MAS will launch a consultation on crypto regulation by October. “We want good, strong crypto players to be based here and to do solid innovation work in Singapore, and that’s what our licensing regime aims to achieve,” says Menon.
He adds: “When we put up a consultation, when we say what are the additional areas that we will regulate, it will capture a wider ambit of players … If a company is doing pure engineering services, technology development [or] software development, but they’re not carrying out financial activities or any of the expanded areas that we’re looking at, then there’s no need for them to be licensed.”
If there is a “nexus” to carrying out financial activity by themselves, however, these blockchain companies will need to be regulated, adds Menon.
‘Far-reaching effects’
The global environment has become more complex and challenging this past year, says Tharman Shanmugaratnam, chairman of MAS. “Even as countries are progressively emerging from the Covid-19 pandemic, Russia’s invasion of Ukraine has had, and will continue to have, far-reaching effects on supply chains, inflation and the outlook for growth.”

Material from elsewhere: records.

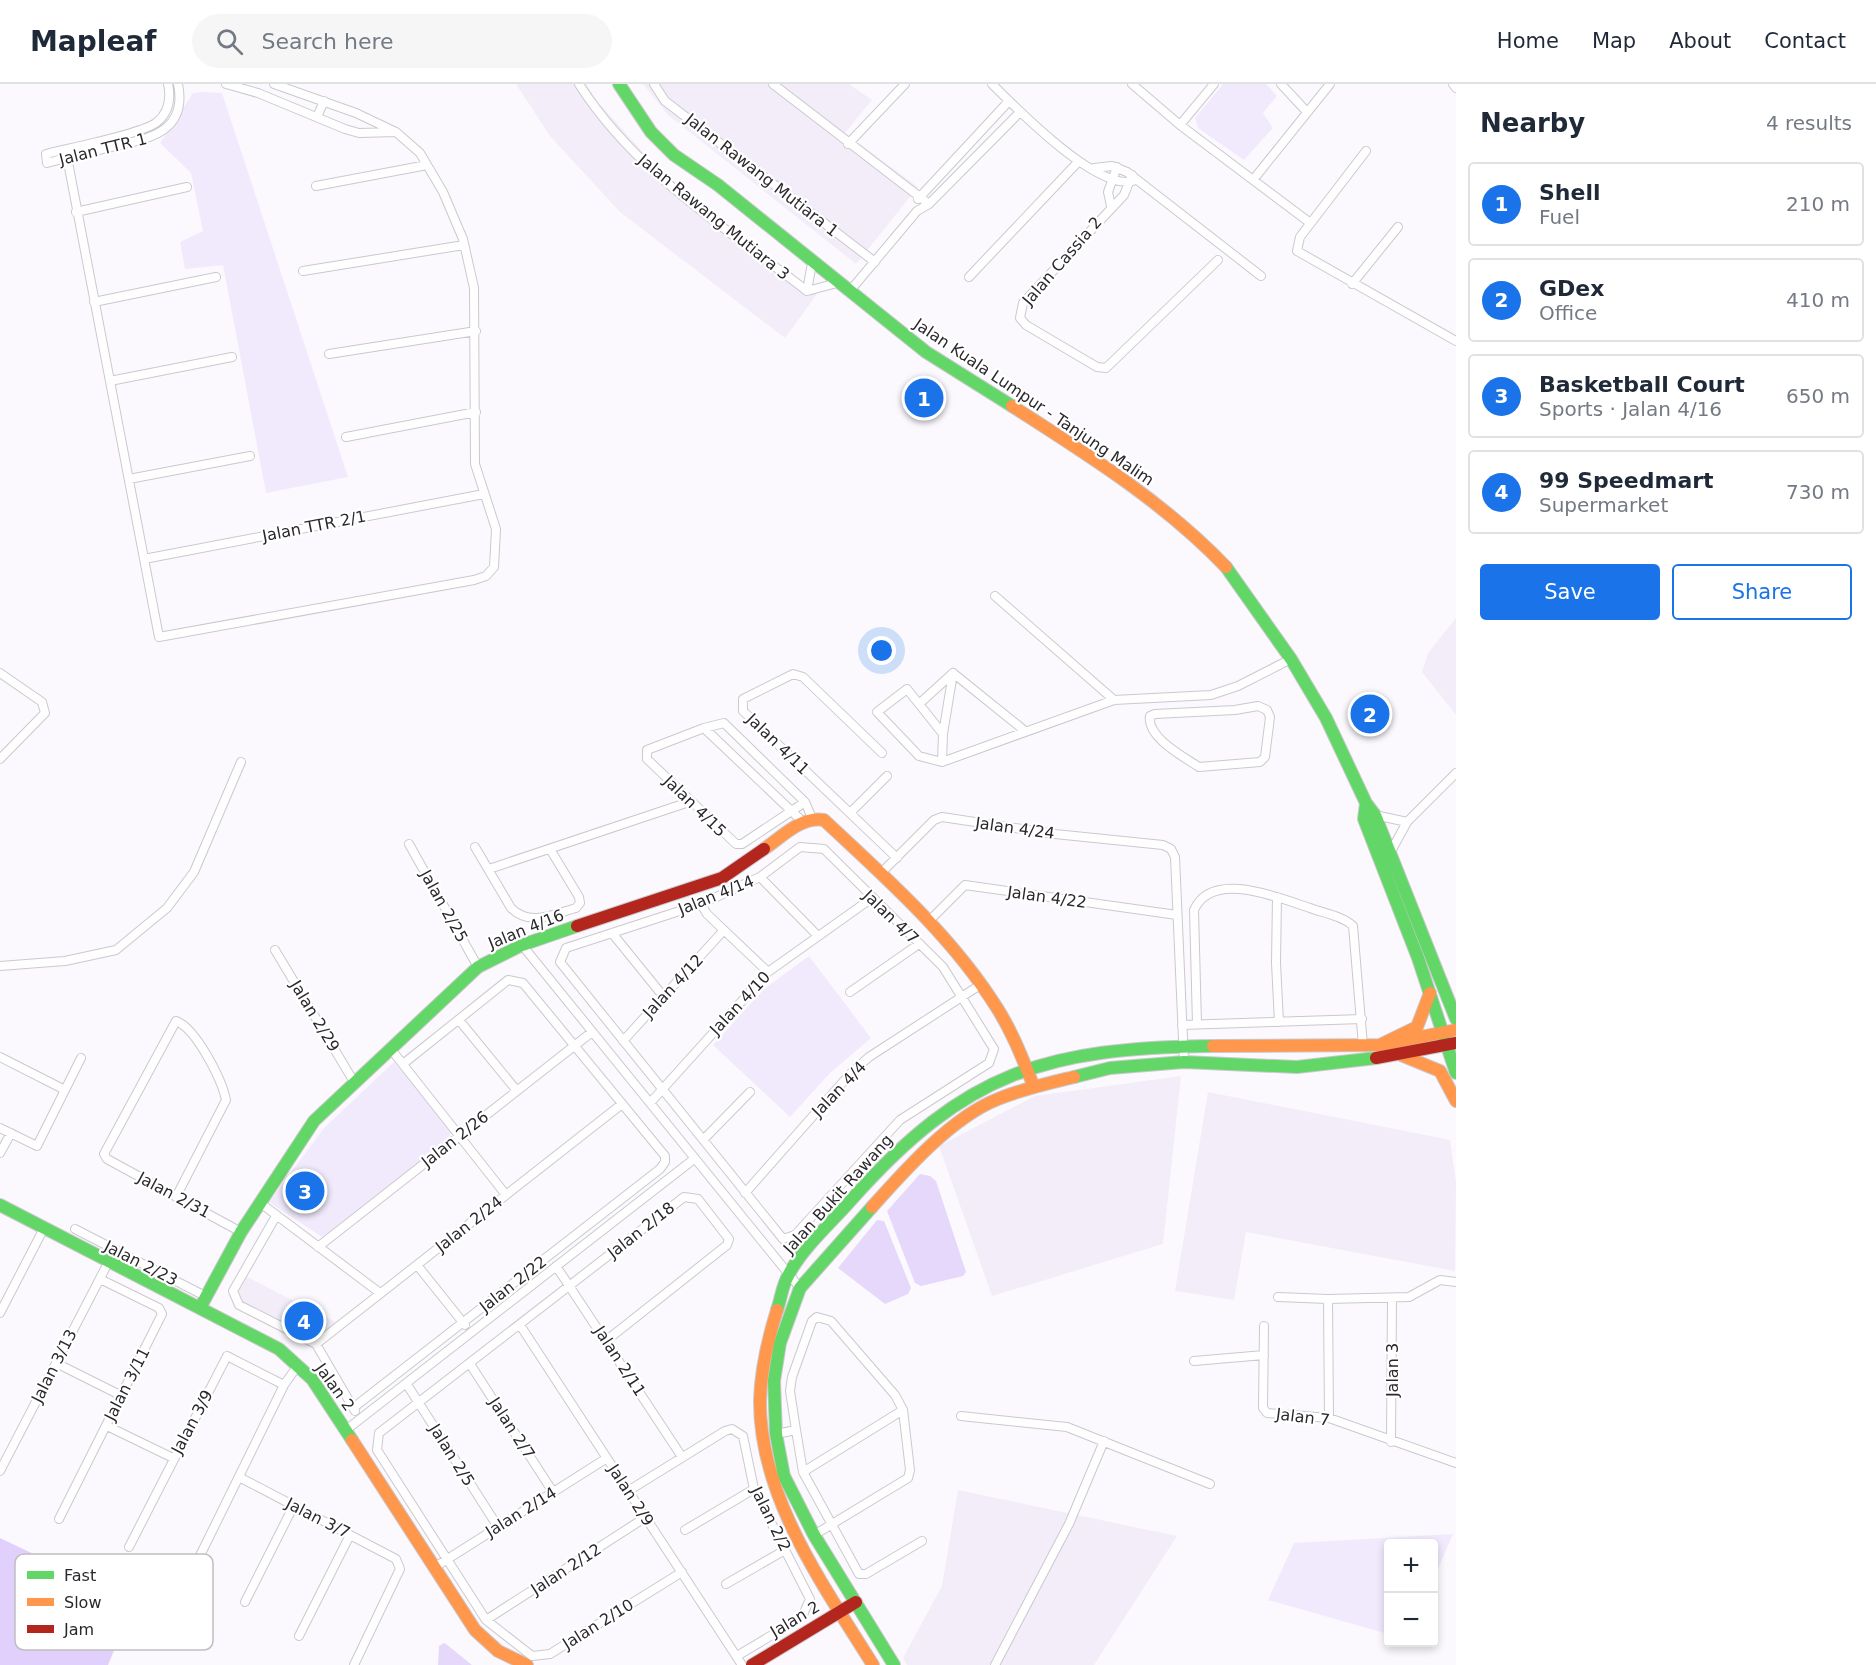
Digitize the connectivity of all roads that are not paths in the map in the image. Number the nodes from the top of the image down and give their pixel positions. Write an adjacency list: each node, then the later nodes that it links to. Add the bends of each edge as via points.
1 (231, 84): 20 (street)
2 (274, 84): 16 (street)
3 (579, 84): 52 (street, Jalan Rawang Mutiara 3, via 645,164)
4 (619, 84): 45 (street, Jalan Kuala Lumpur - Tanjung Malim, via 651,132 674,155)
5 (654, 84): 44 (street, Jalan Rawang Mutiara 1, via 665,101)
6 (773, 84): 23 (street)
7 (905, 84): 23 (street)
8 (992, 84): 17 (street)
9 (1132, 84): 21 (street)
10 (1214, 84): 21 (street)
11 (1281, 84): 19 (street)
12 (1330, 84): 19 (street)
13 (1453, 84): 15 (street)
14 (175, 85): 25 (street, Jalan TTR 1, via 180,103 177,113 154,137); 25 (street, Jalan TTR 1, via 168,108 157,122 46,154 47,163)
15 (1456, 88)
16 (324, 101): 20 (street); 22 (street)
17 (1009, 101): 18 (street); 35 (street)
18 (1020, 112): 26 (street); 36 (street)
19 (1307, 112): 32 (street)
20 (317, 117): 22 (street, via 359,133)
21 (1180, 124): 32 (street)
22 (396, 132): 27 (street, via 412,144)
23 (848, 144): 35 (street)
24 (1366, 151): 40 (street)
25 (67, 157): 39 (street)
26 (1078, 162): 29 (street); 49 (street)
27 (427, 165): 33 (street); 42 (street, via 443,192)
28 (1117, 167): 29 (street); 30 (street); 31 (street)
29 (1094, 168): 31 (street)
30 (1132, 179): 31 (street); 37 (street, Jalan Cassia 2, via 1124,195); 47 (street)
31 (1112, 180): 37 (street, via 1108,192)
32 (1253, 180): 40 (street)
33 (316, 186)
34 (187, 187): 39 (street)
35 (919, 195): 36 (street); 38 (street)
36 (929, 204): 38 (street)
37 (1111, 206): 43 (street, Jalan Cassia 2, via 1023,303 1020,318 1097,367 1106,368)
38 (917, 211): 44 (street)
39 (76, 212): 54 (street)
40 (1310, 222): 51 (street, via 1299,237 1297,250)
41 (1398, 226): 51 (street)
42 (464, 245): 46 (street); 55 (street, via 474,288)
43 (1218, 260)
44 (874, 262): 53 (street)
45 (812, 263): 50 (street, Jalan Kuala Lumpur - Tanjung Malim); 52 (street)
46 (303, 271)
47 (1261, 276)
48 (216, 277): 54 (street)
49 (969, 277)
50 (837, 283): 52 (street); 53 (street, Jalan Kuala Lumpur - Tanjung Malim)
51 (1352, 284): 56 (street)
52 (807, 291)
53 (849, 292): 67 (street, Jalan Kuala Lumpur - Tanjung Malim, via 926,352 1106,466 1159,506 1202,542 1235,577)
54 (94, 302): 59 (street)
55 (476, 331): 57 (street); 60 (street)
56 (1456, 341)
57 (329, 354)
58 (232, 357): 59 (street)
59 (110, 381): 63 (street)
60 (476, 412): 61 (street); 64 (street, via 475,464)
61 (346, 437)
62 (250, 456): 63 (street)
63 (129, 479): 65 (street)
64 (484, 494): 65 (street, Jalan TTR 2/1); 65 (street, via 496,529 494,567 486,576 451,584 159,637)
65 (144, 559)
66 (996, 596): 71 (street)
67 (1291, 659): 70 (street, via 1269,673); 85 (street, Jalan Kuala Lumpur - Tanjung Malim, via 1326,718)
68 (0, 673): 78 (street, via 45,708 45,713)
69 (953, 673): 72 (street); 75 (street); 76 (street)
70 (1211, 694): 71 (street); 73 (street)
71 (1114, 700): 75 (street)
72 (919, 704): 76 (street); 80 (street, via 907,689 877,712 919,756)
73 (1213, 711): 73 (street, via 1258,706 1268,710 1264,759 1199,767 1154,731 1149,722 1155,714)
74 (704, 728): 83 (street, Jalan 4/15, via 647,750 647,759); 84 (street, via 724,723); 86 (street)
75 (1025, 731): 80 (street)
76 (943, 734): 80 (street)
77 (882, 753): 87 (street, Jalan 4/11, via 803,677 793,674 743,699 743,711)
78 (0, 759)
79 (241, 762): 112 (street, via 194,872 167,908 116,950 65,961)
80 (942, 762)
81 (1456, 773): 90 (street)
82 (887, 776): 87 (street)
83 (689, 801): 86 (street, Jalan 4/15, via 738,845); 94 (street)
84 (805, 802): 86 (street, Jalan 4/15); 89 (street)
85 (1366, 803): 88 (street, Jalan Kuala Lumpur - Tanjung Malim); 118 (street, Jalan Kuala Lumpur - Tanjung Malim, via 1364,819)
86 (792, 811): 89 (street)
87 (850, 813): 96 (street, Jalan 4/11)
88 (1375, 815): 90 (street); 95 (street, Jalan Kuala Lumpur - Tanjung Malim)
89 (808, 820): 98 (street, via 824,820); 100 (street, Jalan 4/16, via 722,878)
90 (1407, 822): 95 (street)
91 (409, 844): 113 (street, Jalan 2/25)
92 (475, 847): 97 (street)
93 (812, 848): 99 (street, Jalan 4/14, via 800,847); 102 (street, Jalan 4/7, via 824,849)
94 (550, 849): 97 (street); 97 (street, via 579,897 576,908 535,920 518,915)
95 (1390, 854): 116 (street, Jalan Kuala Lumpur - Tanjung Malim)
96 (897, 858): 98 (street, Jalan 4/24); 104 (street, Jalan 4/24, via 934,820 942,817 1163,845 1175,857)
97 (489, 870)
98 (881, 873): 105 (street)
99 (760, 878): 103 (street, Jalan 4/14); 108 (street)
100 (687, 890): 103 (street); 110 (street, Jalan 4/16)
101 (1277, 897): 122 (street, via 1353,926); 125 (street); 126 (street, via 1243,889 1217,890 1197,903)
102 (872, 898): 108 (street, Jalan 4/10); 109 (street, Jalan 4/7)
103 (697, 905): 106 (street); 107 (street, Jalan 4/14)
104 (1177, 915): 105 (street, Jalan 4/22, via 965,885); 127 (street)
105 (930, 920): 115 (street, via 958,950)
106 (724, 930): 114 (street); 119 (street, Jalan 4/12)
107 (612, 933): 119 (street); 130 (street, Jalan 4/14, via 566,948 560,962)
108 (818, 936): 114 (street, Jalan 4/10)
109 (919, 944): 117 (street); 120 (street, Jalan 4/7, via 943,967)
110 (522, 945): 113 (street, Jalan 4/16); 129 (street)
111 (275, 950): 146 (street, Jalan 2/29)
112 (0, 966)
113 (478, 967): 137 (street, Jalan 4/16)
114 (768, 972): 149 (street, Jalan 4/10)
115 (981, 984): 120 (street, Jalan 4/4); 144 (street)
116 (1442, 986): 121 (street); 123 (street, Jalan Kuala Lumpur - Tanjung Malim)
117 (850, 992)
118 (1430, 993): 131 (street, Jalan Kuala Lumpur - Tanjung Malim); 133 (street, via 1416,1027)
119 (663, 996): 130 (street, Jalan 4/12)
120 (962, 997): 161 (street, Jalan 4/4, via 850,1074); 161 (street, Jalan 4/7, via 994,1049 989,1063 900,1120 795,1235 783,1239)
121 (1456, 1001)
122 (1362, 1019): 125 (street); 135 (street)
123 (1456, 1019)
124 (459, 1020): 134 (street, via 508,980 516,980); 142 (street); 150 (street)
125 (1279, 1022): 126 (street)
126 (1197, 1024): 127 (street)
127 (1182, 1025): 132 (street)
128 (1456, 1030): 131 (street, Jalan Bukit Rawang)
129 (592, 1032): 134 (street, Jalan 2/26); 153 (street)
130 (623, 1041): 149 (street)
131 (1449, 1041): 133 (street, Jalan Bukit Rawang); 138 (street, Jalan Bukit Rawang); 145 (street, Jalan Kuala Lumpur - Tanjung Malim)
132 (1183, 1045): 136 (street, Jalan Bukit Rawang); 141 (street); 144 (street, Jalan Bukit Rawang, via 1112,1050)
133 (1380, 1045): 135 (street, Jalan Bukit Rawang)
134 (574, 1046): 150 (street, Jalan 2/26); 154 (street)
135 (1364, 1046): 136 (street, Jalan Bukit Rawang)
136 (1284, 1047): 143 (street, via 1305,1057)
137 (390, 1048): 142 (street); 146 (street, Jalan 4/16)
138 (1401, 1055): 143 (street, Jalan Bukit Rawang); 152 (street, via 1440,1071)
139 (0, 1057): 148 (street)
140 (81, 1059): 148 (street)
141 (1184, 1062): 143 (street, Jalan Bukit Rawang); 147 (street, Jalan Bukit Rawang, via 1110,1068)
142 (403, 1064): 157 (street)
143 (1308, 1065)
144 (1028, 1068): 147 (street); 174 (street, Jalan Bukit Rawang, via 952,1106 912,1138 884,1164)
145 (1456, 1074)
146 (354, 1082): 164 (street, Jalan 4/16, via 314,1121)
147 (1034, 1087): 178 (street, Jalan Bukit Rawang, via 980,1108 918,1155)
148 (65, 1090): 156 (street, via 37,1146)
149 (662, 1090): 153 (street, Jalan 4/10); 158 (street)
150 (517, 1091): 157 (street, Jalan 2/26)
151 (750, 1092): 158 (street)
152 (1456, 1101)
153 (650, 1103): 160 (street)
154 (622, 1104): 162 (street, Jalan 2/24); 185 (street, Jalan 2/22, via 665,1156 660,1169)
155 (0, 1128): 156 (street)
156 (11, 1133): 159 (street)
157 (460, 1136): 162 (street); 170 (street, Jalan 2/26)
158 (702, 1140): 161 (street)
159 (0, 1153)
160 (694, 1159): 173 (street); 174 (street)
161 (745, 1193)
162 (506, 1195): 172 (street, Jalan 2/24)
163 (176, 1197): 163 (street, Jalan 2/31, via 226,1100 220,1078 191,1032 176,1022 104,1152 107,1159); 169 (street, Jalan 2/31)
164 (259, 1202): 166 (street); 169 (street, Jalan 4/16)
165 (0, 1205): 167 (street, Jalan 2)
166 (276, 1216): 170 (street); 190 (street, via 233,1291 234,1299)
167 (44, 1228): 171 (street, Jalan 2); 184 (street)
168 (75, 1229): 183 (street, Jalan 2/23)
169 (241, 1232): 183 (street, Jalan 4/16)
170 (318, 1247): 179 (street)
171 (109, 1261): 175 (street, Jalan 3/13); 183 (street, Jalan 2)
172 (417, 1265): 179 (street, Jalan 2/24); 185 (street)
173 (556, 1266): 177 (street, Jalan 2/11); 188 (street)
174 (788, 1274): 178 (street); 240 (street, Jalan Bukit Rawang, via 761,1374 762,1432 780,1499)
175 (99, 1279): 193 (street, Jalan 3/13); 198 (street, Jalan 3/11, via 162,1312)
176 (1456, 1282): 181 (street, via 1440,1280 1409,1297)
177 (571, 1285): 186 (street, Jalan 2/10); 189 (street, Jalan 2/11); 189 (street, Jalan 2/18, via 684,1197 698,1199 729,1239 727,1245)
178 (800, 1288): 208 (street, Jalan Bukit Rawang, via 780,1343 774,1382)
179 (380, 1293): 190 (street, Jalan 2/24)
180 (1278, 1297): 182 (street)
181 (1392, 1298): 182 (street); 210 (street, Jalan 3)
182 (1328, 1299): 204 (street)
183 (203, 1302): 195 (street, Jalan 2)
184 (0, 1313)
185 (463, 1323): 188 (street); 200 (street, Jalan 2/22)
186 (520, 1325): 194 (street, Jalan 2/10); 213 (street, Jalan 2/9)
187 (1264, 1326): 191 (street, Jalan 7)
188 (471, 1332): 196 (street)
189 (607, 1340): 211 (street, Jalan 2/11)
190 (316, 1344): 200 (street)
191 (1264, 1355): 192 (street); 204 (street, Jalan 7, via 1263,1408 1267,1413)
192 (1194, 1361)
193 (56, 1363): 198 (street); 215 (street, Jalan 3/13)
194 (470, 1364): 199 (street, Jalan 2/10); 221 (street, Jalan 2/7)
195 (298, 1365): 197 (street); 206 (street, Jalan 2)
196 (406, 1383): 199 (street, Jalan 2/5); 203 (street)
197 (285, 1385): 212 (street, Jalan 3/9, via 227,1356); 217 (street)
198 (122, 1396): 205 (street, Jalan 3/11)
199 (419, 1402): 226 (street, Jalan 2/5); 234 (street, Jalan 2/10, via 379,1433 377,1450)
200 (353, 1408): 203 (street)
201 (903, 1410): 207 (street, via 895,1395 831,1321 817,1317 812,1320 792,1377); 216 (street); 225 (street, via 908,1478)
202 (961, 1416): 209 (street, via 1067,1427)
203 (360, 1418): 206 (street)
204 (1329, 1418): 210 (street, Jalan 7)
205 (107, 1426): 212 (street); 224 (street, Jalan 3/11)
206 (346, 1430): 235 (street, Jalan 2)
207 (795, 1430): 208 (street); 216 (street)
208 (776, 1434): 229 (street, Jalan Bukit Rawang, via 784,1476)
209 (1104, 1441): 218 (street); 250 (street, via 1069,1524)
210 (1391, 1442): 214 (street, Jalan 7)
211 (682, 1457): 219 (street, Jalan 2/2, via 725,1431 738,1431 746,1442); 220 (street, Jalan 2/2)
212 (173, 1458): 231 (street, Jalan 3/9)
213 (607, 1458): 220 (street, Jalan 2/9); 221 (street, Jalan 2/14)
214 (1456, 1463)
215 (0, 1471)
216 (803, 1472): 225 (street)
217 (239, 1477): 222 (street, Jalan 3/7); 233 (street)
218 (1210, 1484)
219 (754, 1489): 227 (street); 232 (street, Jalan 2/2)
220 (628, 1491): 223 (street, Jalan 2/9)
221 (553, 1492): 226 (street, Jalan 2/14)
222 (294, 1505): 228 (street, Jalan 3/7); 238 (street)
223 (646, 1517): 236 (street, Jalan 2/9); 241 (street, Jalan 2/12)
224 (59, 1519)
225 (831, 1526): 229 (street); 230 (street, via 861,1575)
226 (498, 1527): 234 (street, Jalan 2/14)
227 (685, 1530)
228 (350, 1535): 242 (street); 244 (street, Jalan 3/7, via 396,1559 400,1569)
229 (814, 1535): 239 (street, Jalan Bukit Rawang)
230 (922, 1541)
231 (129, 1547)
232 (785, 1550): 237 (street); 243 (street, Jalan 2/2, via 808,1591 807,1609 802,1617)
233 (201, 1554)
234 (447, 1559): 235 (street, Jalan 2/14); 241 (street, Jalan 2/10)
235 (435, 1567): 245 (street, Jalan 2, via 489,1645)
236 (681, 1572): 241 (street, Jalan 2/10, via 545,1656 536,1658 526,1653); 243 (street, Jalan 2/9)
237 (726, 1584)
238 (245, 1602)
239 (856, 1602): 240 (street, Jalan 2); 249 (street, Jalan Bukit Rawang)
240 (840, 1611): 247 (street, Jalan 2); 248 (street, Jalan Bukit Rawang)
241 (486, 1620)
242 (299, 1636)
243 (736, 1656): 246 (street, Jalan 2/9)
244 (354, 1665)
245 (527, 1665)
246 (742, 1665)
247 (752, 1665)
248 (873, 1665)
249 (894, 1665)
250 (995, 1665)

MAS’ tightening of monetary policy should slow the inflation momentum, adds Tharman. However, it cannot fully mitigate the pass-through of higher global inflation, especially in food and energy prices. “The domestic labour market is tight and some pick-up in consumer services inflation is to be expected. However, MAS expects core inflation to stabilise by the latter part of the year.”
The financial sector should continue to grow handsomely, says Tharman in his prepared message. “It performed strongly through the pandemic, growing an annual average of 7.2% over 2020-21. Growth has been broad-based, across banking, insurance, asset management and payment services. The past two years also saw a net creation of 5,800 jobs in financial services.”
Looking at the US, the hope is that they avoid a recession, that there is a slowdown in growth and inflation comes under control, says Menon. “But the window for that is quite narrow.”
“In a bad scenario, [they] could have a more severe downturn that has a more prolonged impact on the economy. That will be very bad not just for the advanced economies, but also for the rest of the world,” says Menon.
“It’s very difficult at this stage to put any probabilities for these outcomes,” he adds. “The best way to think about this scenario is to be prepared for their potential impact on the rest of the world.”